Flow Cytometric Analysis of the Effects of 0·4 MeV Fission Neutrons on Mouse Spermatogenesis

Abstract

(C57B1/Cne × C3H/Cne)F₁ male mice were irradiated with single acute doses of 0·4 MeV neutrons ranging from 0·05 to 2 Gy, and testis cell suspensions were prepared for cytometric analysis of the DNA content 2–70 days after irradiation. Various cell subpopulations could be identified in the control histogram including mature and immature spermatids, diploid spermatogonia and spermatocytes, tetraploid cells and cells in the S-phase. Variations in the relative proportions of different cell types were detected at each dose and time, reflecting lethal damage induced on specific spermatogenetic stages. The reduction of the number of elongated spermatids 28 days after irradiation was shown to be a particularly sensitive parameter for the cytometrical assessment of the radiosensitivity of differentiating gonia. A D₀ value of 0·13 Gy was calculated and compared with data obtained after X-irradiation, using the same experimental protocol. In the latter case a biphasic curve was obtained over the dose range from 0·25 to 10 Gy, possibly reflecting the existence of some cell population heterogeneity. RBE values were estimated at different neutron doses relative to the radiosensitive component of the X-ray curve, and ranged from 3·3 to 4, in agreement with data in the literature.
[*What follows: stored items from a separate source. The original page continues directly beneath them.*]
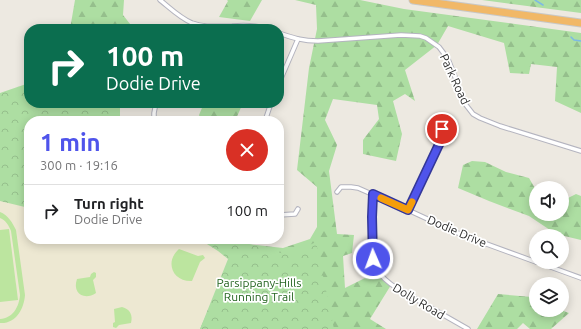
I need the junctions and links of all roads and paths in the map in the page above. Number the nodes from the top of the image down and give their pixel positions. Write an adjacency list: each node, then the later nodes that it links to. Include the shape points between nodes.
1 (160, 0): 4 (street)
2 (413, 0): 3 (highway)
3 (581, 23)
4 (192, 24)
5 (284, 35): 6 (street, Park Road)
6 (298, 39): 7 (street); 9 (street, Park Road, via 318,41 401,35 426,38 439,47 448,59 462,97 473,114 500,126)
7 (284, 71)
8 (442, 129): 13 (street, via 443,136)
9 (581, 151)
10 (337, 192): 11 (street, Dodie Drive, via 341,187 351,187)
11 (373, 194): 13 (street, Dodie Drive); 18 (street, Dolly Road, via 373,259 379,272 398,289)
12 (298, 210): 14 (street, via 295,214)
13 (408, 210): 15 (street, Dodie Drive, via 462,235)
14 (284, 215)
15 (529, 259)
16 (556, 269): 17 (street, Dodie Drive)
17 (581, 278)
18 (468, 329)

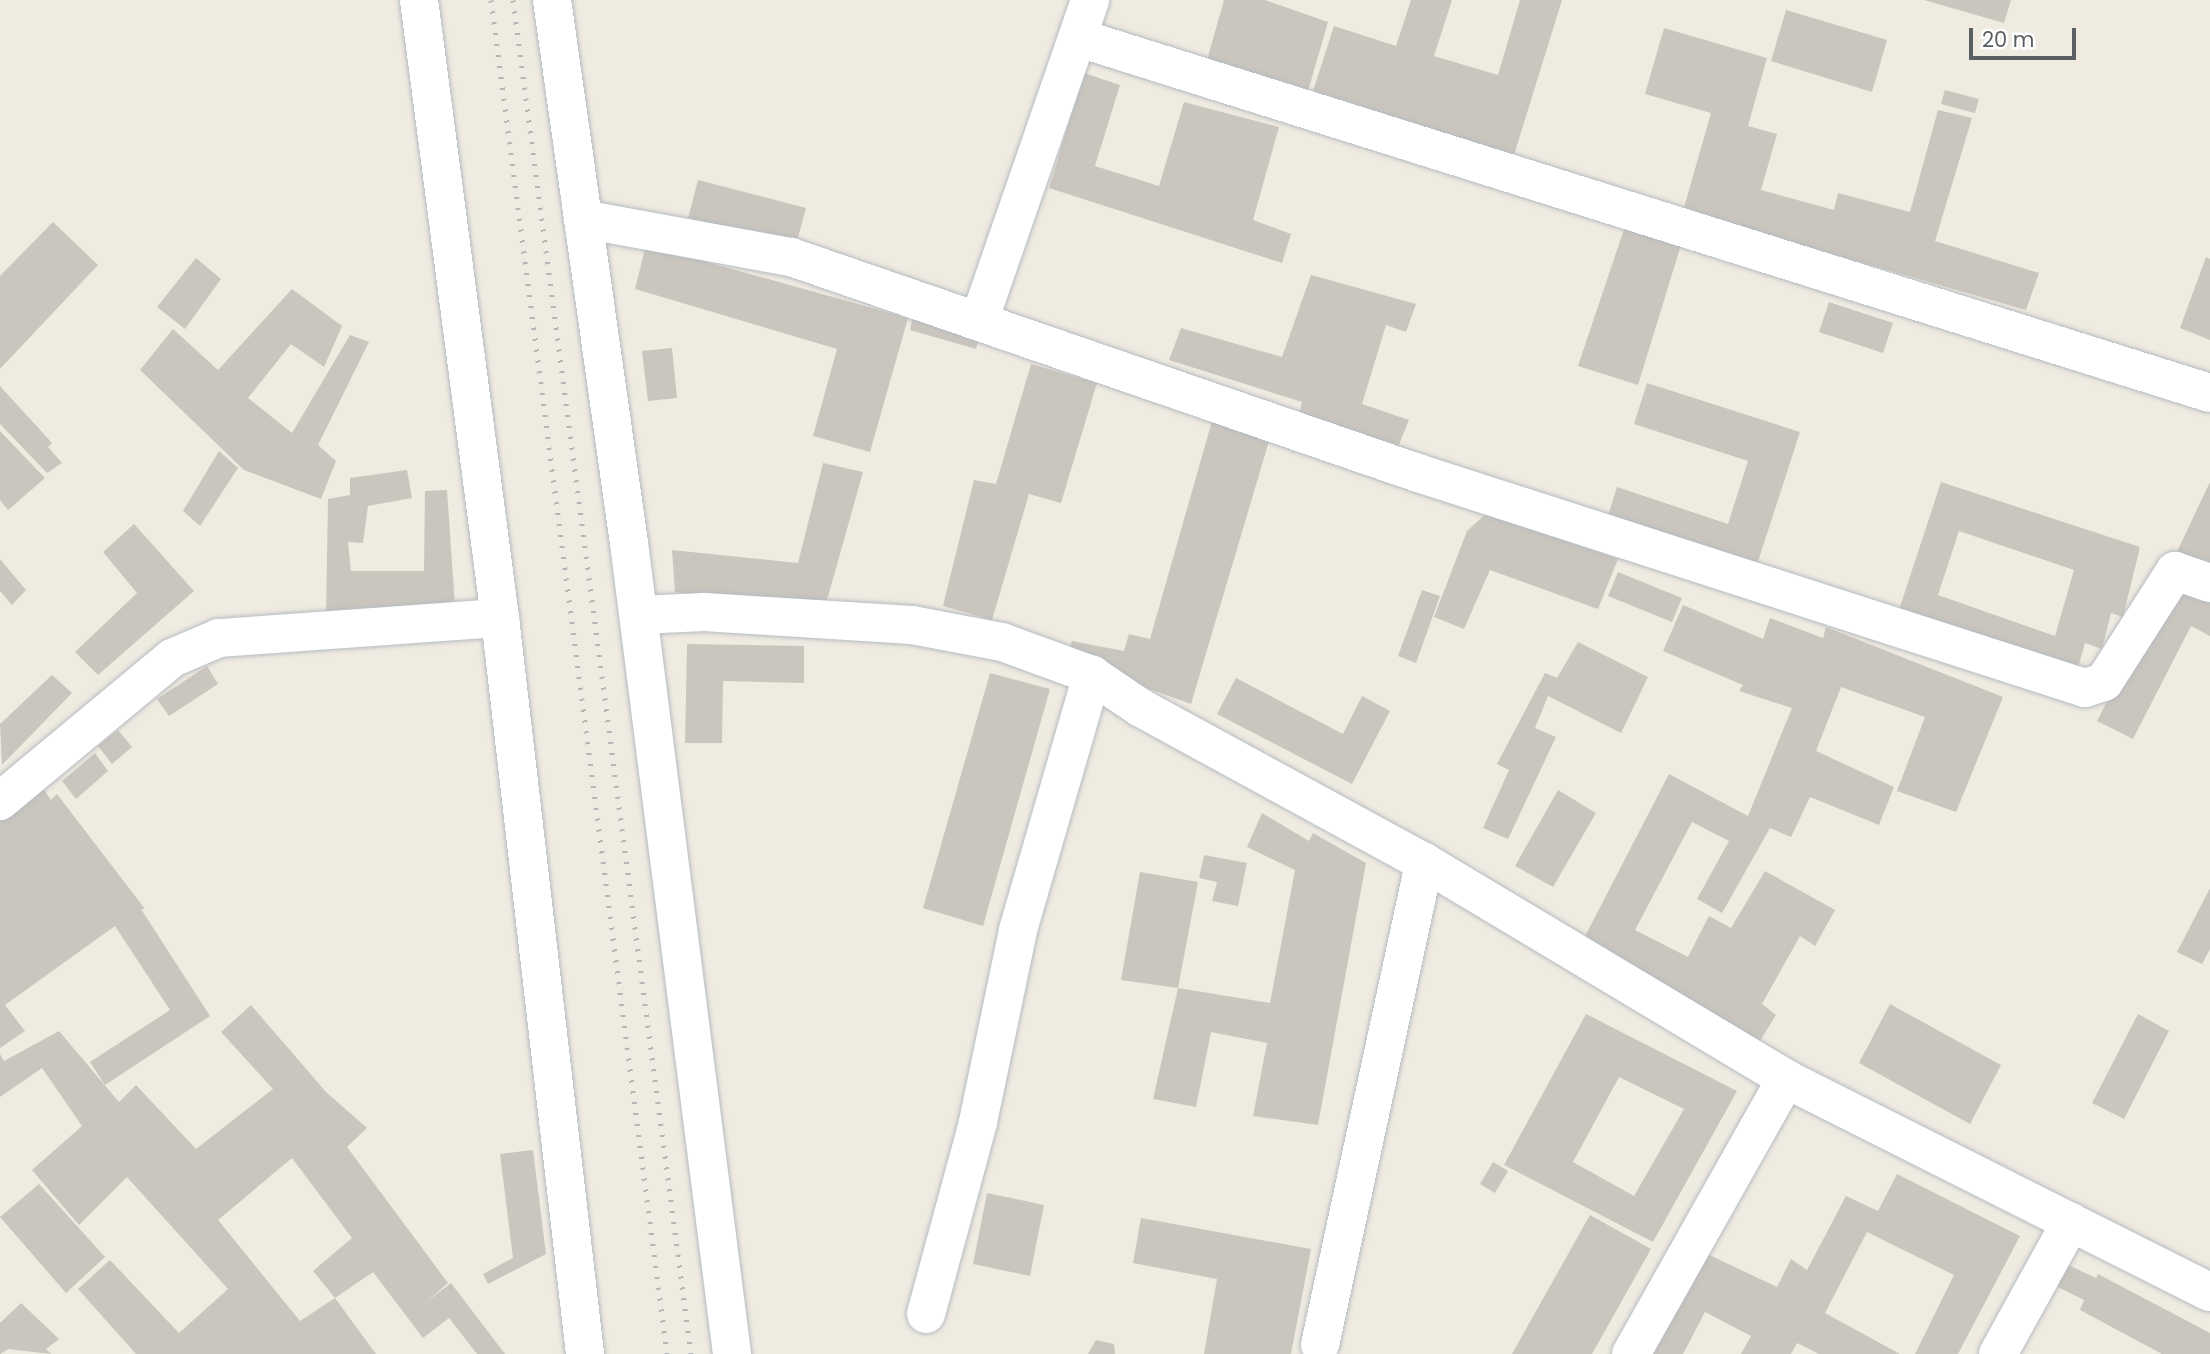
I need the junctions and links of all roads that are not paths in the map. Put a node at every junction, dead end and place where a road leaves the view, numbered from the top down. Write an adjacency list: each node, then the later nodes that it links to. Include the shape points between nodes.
1 (419, 0): 10 (street)
2 (552, 0): 5 (street)
3 (1090, 0): 4 (street)
4 (1079, 38): 6 (street); 7 (street)
5 (583, 219): 6 (street, via 791,257); 9 (street)
6 (979, 321): 8 (street, via 1418,474 2085,688 2104,682 2175,571)
7 (2210, 393)
8 (2210, 583)
9 (639, 615): 11 (street, via 704,612 912,625 1002,642); 20 (street)
10 (500, 618): 12 (street, via 219,638 172,658); 19 (street)
11 (1092, 675): 13 (street, via 1142,708); 17 (street, via 1018,930 978,1122)
12 (0, 801)
13 (1424, 862): 14 (street); 18 (street)
14 (1786, 1079): 15 (street); 21 (street)
15 (2071, 1222): 16 (street); 22 (street)
16 (2210, 1292)
17 (926, 1314)
18 (1320, 1345)
19 (584, 1354)
20 (732, 1354)
21 (1631, 1354)
22 (1998, 1354)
Genotoxic effects were monitored 7 days after irradiation by a dose-dependent increase of the coefficient of variation (CV) values of the round spermatid peak, reflecting the induction of numerical and structural chromosome aberrations, and 14 or 21 days after irradiation by the detection of diploid elongated spermatids, probably arising from a radiation-induced complete failure of the first or second meiotic division.